Task instructions: Locate each line with the string "hidden" in the listing below and copy it.

Segment Start: Data records

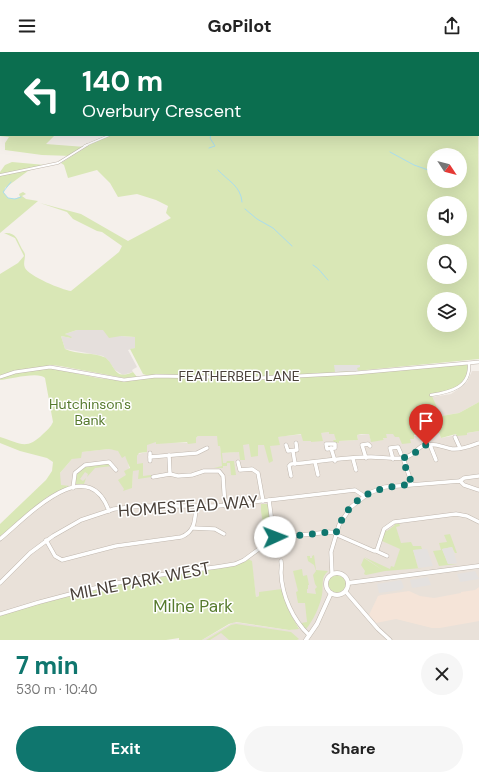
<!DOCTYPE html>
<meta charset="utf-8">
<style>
body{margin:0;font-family:"DM Sans",sans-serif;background:#f6f6f6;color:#222;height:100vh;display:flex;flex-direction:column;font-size:15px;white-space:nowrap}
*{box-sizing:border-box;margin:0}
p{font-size:13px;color:#767676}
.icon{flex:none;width:22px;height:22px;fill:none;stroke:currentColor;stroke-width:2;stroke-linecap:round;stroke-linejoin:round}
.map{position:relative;height:588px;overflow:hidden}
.drawer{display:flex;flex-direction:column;background:#fff;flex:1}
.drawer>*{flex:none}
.guide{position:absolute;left:0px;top:0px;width:479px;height:84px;box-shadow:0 4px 16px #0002;background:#0b6e4f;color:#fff;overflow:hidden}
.needle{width:26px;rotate:126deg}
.buttons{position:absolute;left:427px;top:96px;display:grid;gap:8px}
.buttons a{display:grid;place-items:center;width:40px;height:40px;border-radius:50%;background:#fff;box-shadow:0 4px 16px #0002;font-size:20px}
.pin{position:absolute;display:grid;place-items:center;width:34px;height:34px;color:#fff;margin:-41px -17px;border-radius:50% 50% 50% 0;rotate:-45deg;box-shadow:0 0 4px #0007}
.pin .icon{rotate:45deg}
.me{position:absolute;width:44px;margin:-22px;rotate:88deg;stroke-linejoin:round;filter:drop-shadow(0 0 3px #0008)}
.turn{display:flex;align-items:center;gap:14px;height:84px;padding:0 16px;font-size:18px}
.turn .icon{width:52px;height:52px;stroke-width:2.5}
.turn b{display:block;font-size:28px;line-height:34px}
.round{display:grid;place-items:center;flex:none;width:42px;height:42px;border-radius:21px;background:#f6f6f6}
.overview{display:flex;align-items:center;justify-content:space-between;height:68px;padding:0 16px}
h1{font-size:24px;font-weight:700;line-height:30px;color:#0f766e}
.action{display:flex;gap:8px;margin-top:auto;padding:8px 16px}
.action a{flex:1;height:46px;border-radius:24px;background:#0f766e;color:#fff;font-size:16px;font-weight:700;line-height:46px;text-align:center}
.action a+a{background:#f6f6f6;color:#222}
header{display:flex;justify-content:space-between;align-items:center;height:52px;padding:0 16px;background:#fff;font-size:18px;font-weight:700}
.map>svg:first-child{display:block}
.residential{fill:#e9e1d9}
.commercial{fill:#f5e4d8}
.industrial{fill:#e5dfdc}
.green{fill:#d9e7b6;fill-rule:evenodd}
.parking{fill:#e4e1df}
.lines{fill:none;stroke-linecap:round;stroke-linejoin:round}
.stream{stroke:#ade;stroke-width:1}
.minor-far3-casing{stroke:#c0b7ae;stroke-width:2}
.minor-far2-casing{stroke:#c0b7ae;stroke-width:3}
.minor-far1-casing{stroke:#c0b7ae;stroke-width:3.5}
.minor-casing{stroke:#c0b7ae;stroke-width:4.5}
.tertiary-far2-casing{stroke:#c0b7ae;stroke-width:2}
.tertiary-far1-casing{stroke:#c0b7ae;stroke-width:4}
.tertiary-casing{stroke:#c0b7ae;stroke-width:5}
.minor-far3{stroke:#fff;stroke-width:1.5}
.minor-far2{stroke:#fff;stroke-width:2}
.minor-far1{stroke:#fff;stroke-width:2.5}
.minor{stroke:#fff;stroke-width:3.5}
.tertiary-far2{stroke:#fff;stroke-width:1.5}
.tertiary-far1{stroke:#fff;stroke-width:3}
.tertiary{stroke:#fff;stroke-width:4}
.route{stroke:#0f766e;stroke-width:7;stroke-dasharray:0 12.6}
.labels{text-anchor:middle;stroke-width:3;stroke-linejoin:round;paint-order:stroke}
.street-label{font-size:14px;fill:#494039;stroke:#fff}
.park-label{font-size:14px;fill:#567a2d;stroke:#fff}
.near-street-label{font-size:17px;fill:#494039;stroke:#fff}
.near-park-label{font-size:17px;fill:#567a2d;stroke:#fff}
</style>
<header><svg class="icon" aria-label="menu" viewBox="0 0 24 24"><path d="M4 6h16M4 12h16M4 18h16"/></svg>GoPilot<svg class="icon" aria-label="share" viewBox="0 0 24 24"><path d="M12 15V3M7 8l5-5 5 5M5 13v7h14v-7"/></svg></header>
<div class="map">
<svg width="479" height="588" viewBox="0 0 479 588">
<rect width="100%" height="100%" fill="#f5f0eb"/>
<g class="residential">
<path d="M472 319H479V350L459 361 441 364 432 345 451 342 457 338 467 330Z"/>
<path d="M479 379V588H202L234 570 289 578 299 576 293 567 286 552 259 540V544L256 545 252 514 244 509 141 528 138 532 134 529 111 534 0 563V482L60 430V421L72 407 81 400 109 397 117 398 125 404 128 409 132 436 133 412 138 402 147 400V392L155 390 195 391 196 386 198 384H217L220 394 222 410V401L237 400 241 388 329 380 334 382 339 389 358 388 357 383 369 382 371 389 384 388 383 386 386 382H394L410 387 413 384 439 381 441 386Z"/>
</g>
<path class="commercial" d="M479 535V569L440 576H432L396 567 376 571 369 563 378 544 381 543 409 539 420 544 434 546 461 541V540L475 538Z"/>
<path class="industrial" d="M77 278H104L121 284 135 285V296L128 298 137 315 132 318 133 320 123 323 115 318 108 308 103 304 65 297 61 284 71 286 65 282Z"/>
<g class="green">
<path d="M478 23 479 307 335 321 239 325 146 323 143 322 130 297 135 296V285L121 284 109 286 103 278H77L65 282 72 285 71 286 61 284 65 297C77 303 92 300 104 305 115 310 113 330 133 320L137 325 124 326 60 314 51 313 50 316 98 326 123 329 152 325H192L239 327 322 324 466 312 469 313C465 337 453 338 431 342L441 364 459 361 479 350V379L467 381V383L457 384 456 382 441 386 439 381 414 383V387H410L411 391 402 392 399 385H395L393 382H386L387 386H383L384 388 371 390 369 382H361L357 383 358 388 339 389V391L334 390 333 388H336L334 382H329V380L321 381 323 389 311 390V389H303L301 382 278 385 280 393 270 394 273 409 269 411 264 393H258V404L251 405 249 392 243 393 245 408H240L239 400 222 401 223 411H226L227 409H234L236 423 225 424 234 423H231L230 411H227V414H223V416H214L222 414 220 394H218L217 384H198L196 386V391L188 392 187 390 156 392V390L147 393V400L139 401 137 404V412L143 411V424L151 423V425L138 427 139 418 133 419 132 436 123 439 124 437 118 428 126 423 124 419 130 416 125 404 122 406 118 399 109 397 82 400 81 406 72 407 60 421 61 433 70 434 47 445 0 485V472L46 428 52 419 53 410 47 406 20 399 0 391V385C20 391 26 399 43 382 47 378 51 375 53 370L45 326C39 319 10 327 0 328V222L18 211 24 204 15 186 4 181C16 180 17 187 21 195 22 198 25 200 25 203 25 208 23 211 25 216 29 224 62 238 71 239L119 200 122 194 102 180 97 179 73 167 67 160 40 151 81 162 128 189 171 166 166 161 168 154 156 148 137 142 118 145 110 131 97 118 68 126 64 113 61 111 91 92 112 83H478ZM434 103H460V129H434ZM434 151H460V177H434ZM434 199H460V225H434ZM434 247H460V273H434Z"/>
<path d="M0 38 1 83H55L46 92 85 95 72 104 42 103 5 98V91L9 85 0 84Z"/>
<path d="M12 110 45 113 28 119 5 136 4 141 8 146 14 147 20 145 19 142 23 140 26 142 22 144 26 147 38 149 0 181V120L5 113Z"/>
<path d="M108 411 112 414 95 416 87 425 88 422 85 420 80 427 83 429 86 426 84 432H75L76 422 82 415Z"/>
<path d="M261 452H268L270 467 267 464 271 468 273 484 265 488 261 482 264 479 261 459 264 462 261 459Z"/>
<path d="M394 471H399L400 474 396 475 401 491 411 490 413 494H421L422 497 413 498 418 516H422L385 519 366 523 364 522 365 519 361 513 364 506 384 519 364 505 390 517 391 514 394 515 400 497 382 489 385 477 387 479 395 473Z"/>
<path d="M450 482 457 501H455L452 495 442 497 448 512H457L439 514 433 499 441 498 439 491 447 490 444 483Z"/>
<path d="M314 503 316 518 328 519C320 526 324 533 322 543 320 554 313 569 306 577L301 573V571L307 570 305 551H298L296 540 298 539 293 519 302 517 303 524 307 523 309 533H308V537H307V541L316 542 315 537 317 535 315 532 313 523 316 519 314 513 308 509 307 504H310V506H312V504Z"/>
<path d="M248 507 252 509 256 545 259 544V540L282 537 289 559 299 577 289 578 236 570 229 572 202 588H179V586L166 588H0V563C44 550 89 539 134 529L138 532 142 528 234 514Z"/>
<circle cx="337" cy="532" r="9"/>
<path d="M236 572 291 580 299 587 297 588H229L221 581 210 588H206L231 573Z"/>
</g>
<g class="parking">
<path d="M334 313H360V315L357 316 358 319 335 320Z"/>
<path d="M452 495 457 511 448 512 442 497Z"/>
<path d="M427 497 433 514 419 516 413 498Z"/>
<path d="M475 519 479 527 460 530 457 522Z"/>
<path d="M428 525 431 533 412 536 410 528Z"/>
<path d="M401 528 404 535 401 538 379 541 377 532Z"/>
</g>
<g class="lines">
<g class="stream">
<path d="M209 96 215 94 210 86 211 83"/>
<path d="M390 100 414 113 434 120"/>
<path d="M218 118C228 129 241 134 242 150"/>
<path d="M11 130 3 140 8 146 15 147 21 145"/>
<path d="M245 157 257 167 273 176 292 194"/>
<path d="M313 213C319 216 323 223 328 228"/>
</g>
<defs>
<g id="minor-far3">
<path d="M457 0 459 1"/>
<path d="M29 1 34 0"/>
<path d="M84 94 110 83"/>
</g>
<path id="minor-far2" d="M0 123 58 111 87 93"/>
<path id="minor-far1" d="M431 343C451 340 471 335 469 311"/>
<g id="minor">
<path d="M455 385 460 396"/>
<path d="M326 392H335V396L327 397Z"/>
<path d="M286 393 288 399 297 398 296 391"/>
<path d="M430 393 436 408"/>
<path d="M331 396 335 409"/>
<path d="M293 399 295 412"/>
<path d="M150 401V409"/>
<path d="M169 403 170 422"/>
<path d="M150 405 197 401 207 396"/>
<path d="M366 406 362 393 368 392 370 394"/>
<path d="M403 406 412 432"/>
<path d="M353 407 356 418"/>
<path d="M393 407 390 396 398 395 401 402"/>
<path d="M238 410 240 418 252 417 258 421 263 449"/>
<path d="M315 410 318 423"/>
<path d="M291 424 289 414 291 412C317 410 345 405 371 405 381 405 391 407 402 406 416 404 416 395 425 393 436 391 442 395 452 397 461 398 471 394 479 391"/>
<path d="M153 425 170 422 178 424 192 423 204 419H219L223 424 225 454"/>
<path d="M460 429 464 426 479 424"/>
<path d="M73 436 75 421 85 413 109 410 116 418"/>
<path d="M269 448 274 486 329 480 336 481"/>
<path d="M193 476 215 477 224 482"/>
<path d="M335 482 374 499 377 498 384 477 394 470 456 462 467 464 479 470"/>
<path d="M0 487C26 466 87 398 109 459"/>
<path d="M46 488 55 504 62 508 116 494 181 485C195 480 195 468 196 455"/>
<path d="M376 499 387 504"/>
<path d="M281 509C282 513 281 517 281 521 282 544 293 568 309 583"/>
<path d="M332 521 331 500 339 473 351 455 369 441 385 435 460 429 464 433 479 438"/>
<path d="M0 531 30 501 53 484 81 468 114 457 140 454H218L355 438 364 444"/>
<path d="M346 540 378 577 390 588"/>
<path d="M0 562C50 546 102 533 154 524 181 519 208 517 235 512L244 508 274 486"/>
</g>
<path id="tertiary-far2" d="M199 0 202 1"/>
<path id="tertiary-far1" d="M0 325 15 320 50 315 124 328 156 324 259 326 356 321 479 310"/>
<g id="tertiary">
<circle cx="337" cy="532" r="11"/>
<path d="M348 531 479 514"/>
<path d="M306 588 317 572 331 541"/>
</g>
</defs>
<use href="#minor-far3" class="minor-far3-casing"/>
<use href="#minor-far2" class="minor-far2-casing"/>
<use href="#minor-far1" class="minor-far1-casing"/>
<use href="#minor" class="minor-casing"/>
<use href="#tertiary-far2" class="tertiary-far2-casing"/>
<use href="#tertiary-far1" class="tertiary-far1-casing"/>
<use href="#tertiary" class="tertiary-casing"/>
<use href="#minor-far3" class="minor-far3"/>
<use href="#minor-far2" class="minor-far2"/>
<use href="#minor-far1" class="minor-far1"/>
<use href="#minor" class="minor"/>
<use href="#tertiary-far2" class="tertiary-far2"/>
<use href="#tertiary-far1" class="tertiary-far1"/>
<use href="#tertiary" class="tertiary"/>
</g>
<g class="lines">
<path class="route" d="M275 485 277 486 329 480 336 481C350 442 375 436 412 432L402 406C418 404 415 396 426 393"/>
</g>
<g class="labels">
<g class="street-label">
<text x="239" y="329">FEATHERBED LANE</text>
</g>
<g class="park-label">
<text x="90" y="357">Hutchinson's<tspan x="90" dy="16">Bank</tspan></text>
</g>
<g class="near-street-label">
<text transform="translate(188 454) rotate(-4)" y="6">HOMESTEAD WAY</text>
<text transform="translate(140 529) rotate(-11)" y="6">MILNE PARK WEST</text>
</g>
<g class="near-park-label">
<text x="193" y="560">Milne Park</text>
</g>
</g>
</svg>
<div class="buttons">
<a><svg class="needle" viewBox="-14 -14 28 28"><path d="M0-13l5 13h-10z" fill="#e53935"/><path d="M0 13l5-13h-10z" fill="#767676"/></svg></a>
<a><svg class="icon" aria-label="sound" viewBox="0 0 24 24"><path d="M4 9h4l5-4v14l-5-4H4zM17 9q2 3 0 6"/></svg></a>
<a><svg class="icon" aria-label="search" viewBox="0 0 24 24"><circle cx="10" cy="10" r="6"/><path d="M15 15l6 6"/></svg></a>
<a><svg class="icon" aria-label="layers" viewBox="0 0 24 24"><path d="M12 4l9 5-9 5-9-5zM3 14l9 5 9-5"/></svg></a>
</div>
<div class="pin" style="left:426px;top:393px;background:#d93025"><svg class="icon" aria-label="arrive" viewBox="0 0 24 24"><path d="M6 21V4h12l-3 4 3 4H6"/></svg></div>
<svg class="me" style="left:275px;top:485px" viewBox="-20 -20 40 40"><circle r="19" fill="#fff"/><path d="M0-13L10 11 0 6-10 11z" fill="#0f766e"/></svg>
<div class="guide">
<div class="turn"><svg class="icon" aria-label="left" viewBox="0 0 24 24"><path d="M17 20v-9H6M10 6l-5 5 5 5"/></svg><div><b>140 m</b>Overbury Crescent</div></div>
</div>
</div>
<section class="drawer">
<div class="overview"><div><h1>7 min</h1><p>530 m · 10:40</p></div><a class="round"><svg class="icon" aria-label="close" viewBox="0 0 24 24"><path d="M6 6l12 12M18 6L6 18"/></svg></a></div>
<div class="action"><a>Exit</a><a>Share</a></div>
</section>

Segment End: Data records

Answer for this exercise:
.map{position:relative;height:588px;overflow:hidden}
.guide{position:absolute;left:0px;top:0px;width:479px;height:84px;box-shadow:0 4px 16px #0002;background:#0b6e4f;color:#fff;overflow:hidden}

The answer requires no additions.